Identity X-File 0x00

Due to serious last-minute site issues, Dale & I ended up pulling an all-nighter (fuelled by a good bottle of port and a LOT of water) the Sunday before RSA, in order to get pamelaproject.com up, running, and stable. I ended up registering with a hastily-chosen web hosting company in the wee hours of the morning. Luckily I did not have to use the account right away, as Dale & I were pursuing parallel possibilities for site hosting, and Dale’s plan materialized before mine did. My heartfelt thanks to the Olds family for letting me hijack their home MythTV linux box for a week, it was a lifesaver :)

Once the demos finished that Friday, I prepared to port my site over to what I hoped to be a long-term home for pamelaproject.com. When I clicked the web hosting administration link from the site email, however, I was *very* surprised to be taken to my administration page without being prompted for the password I’d given when I registered. This is what I saw:


Note the line in the above screen-shot that says:

“Page contain your password and account number – please do not share this page URL and never paste this link in public forums or in instant messages softwares”
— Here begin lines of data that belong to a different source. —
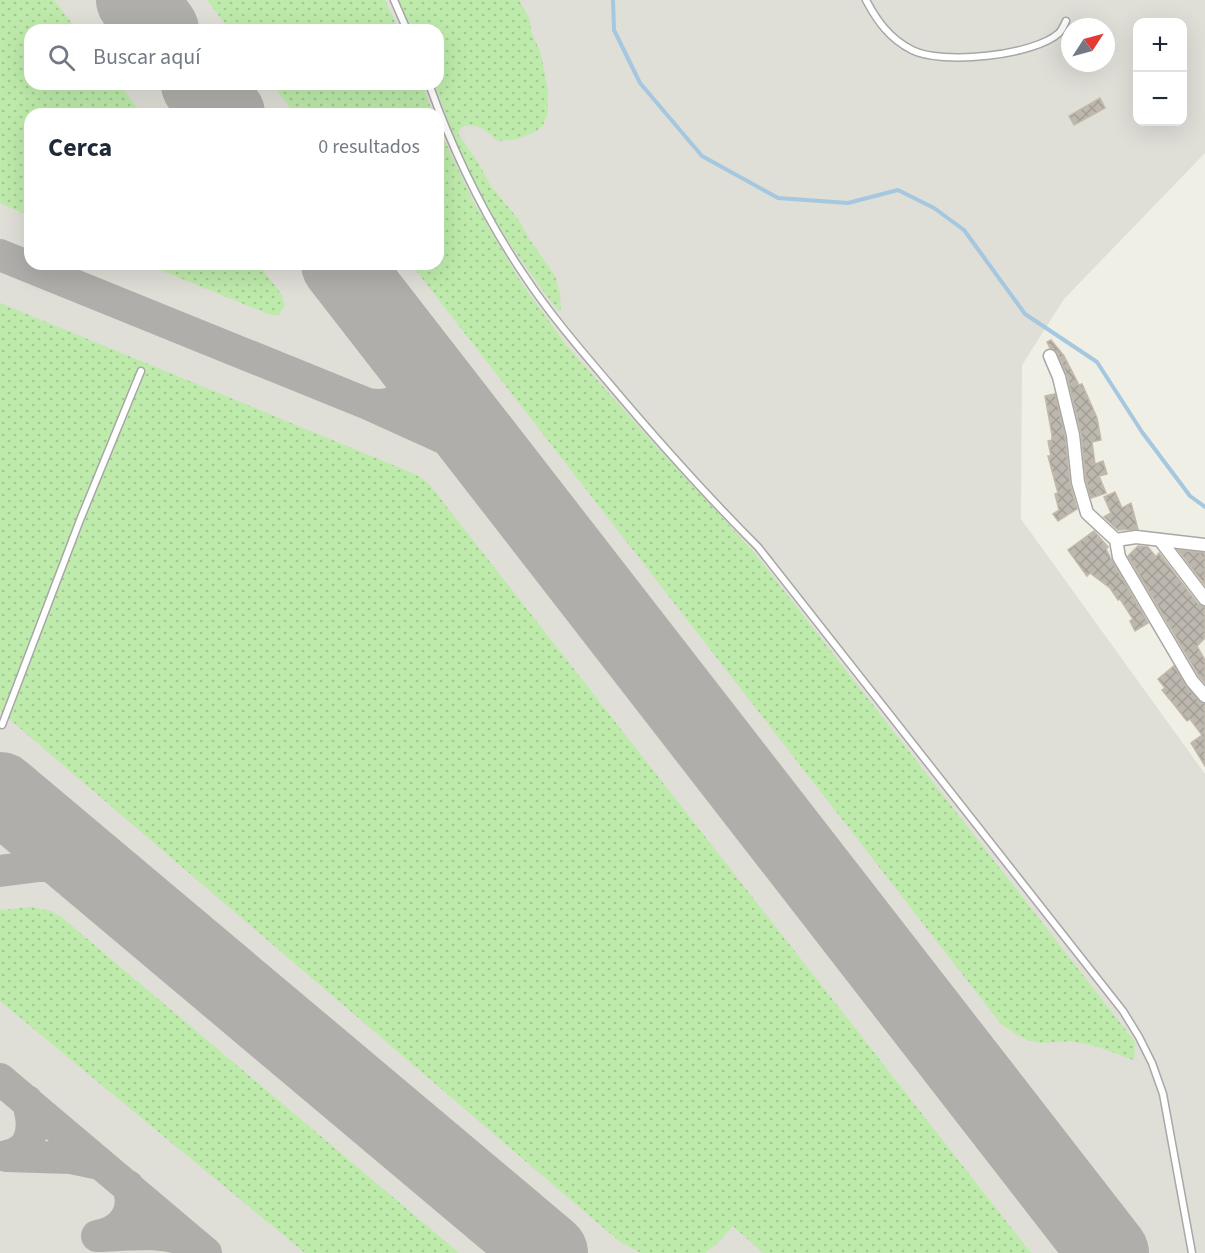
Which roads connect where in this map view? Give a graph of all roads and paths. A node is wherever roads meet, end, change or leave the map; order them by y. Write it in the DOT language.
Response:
graph roads {
  1 [pos="394,0"];
  2 [pos="866,0"];
  3 [pos="404,24"];
  4 [pos="1061,31"];
  5 [pos="431,90"];
  6 [pos="438,108"];
  7 [pos="444,125"];
  8 [pos="1050,356"];
  9 [pos="141,371"];
  10 [pos="1116,540"];
  11 [pos="1160,540"];
  12 [pos="1205,546"];
  13 [pos="1205,599"];
  14 [pos="1205,696"];
  15 [pos="2,725"];
  16 [pos="1192,1253"];
  1 -- 3 [label="lane"];
  2 -- 4 [label="lane"];
  5 -- 6 [label="lane"];
  7 -- 16 [label="lane"];
  8 -- 10 [label="street"];
  9 -- 15 [label="lane"];
  10 -- 11 [label="street"];
  10 -- 14 [label="street"];
  11 -- 12 [label="street"];
  11 -- 13 [label="street"];
}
So – just to confirm my worst fears, I went to the main page and clicked on the “client login” link — and here’s what I saw:

Yep, I had paid late-night desperation money to a company who uses two static elements to authenticate – username and account number. Not only that, they allow those static elements to be passed as query string elements of a URL, which once accessed, display my FTP account password in CLEAR TEXT!!! If these guys think that keeping such a URL out of IM and public BBs is enough to keep it from being discoverable, they are on crack.

Call me crazy, but I consider this kind of protection to be just a wee tad risky. I’m certainly not going to go to all sorts of trouble to build any kind of CardSpace infrastructure on top of this service, what would be the point? Sure, the transactions would be secure, but the foundation it was built on would be just hanging out there, ripe pickings for someone with the right skills. Thinking about all the ways to get hacked makes me feel panicked in general, but for the love of Pete, there’s no point in handing it to them on a silver platter…

As a result, this web hosting service has the dubious honor of becoming the first entry in the Identity X-Files. Nice work…

(BTW, pamelaproject.com has since found a permanent home, and it isn’t at the company above. Just in case you were wondering.)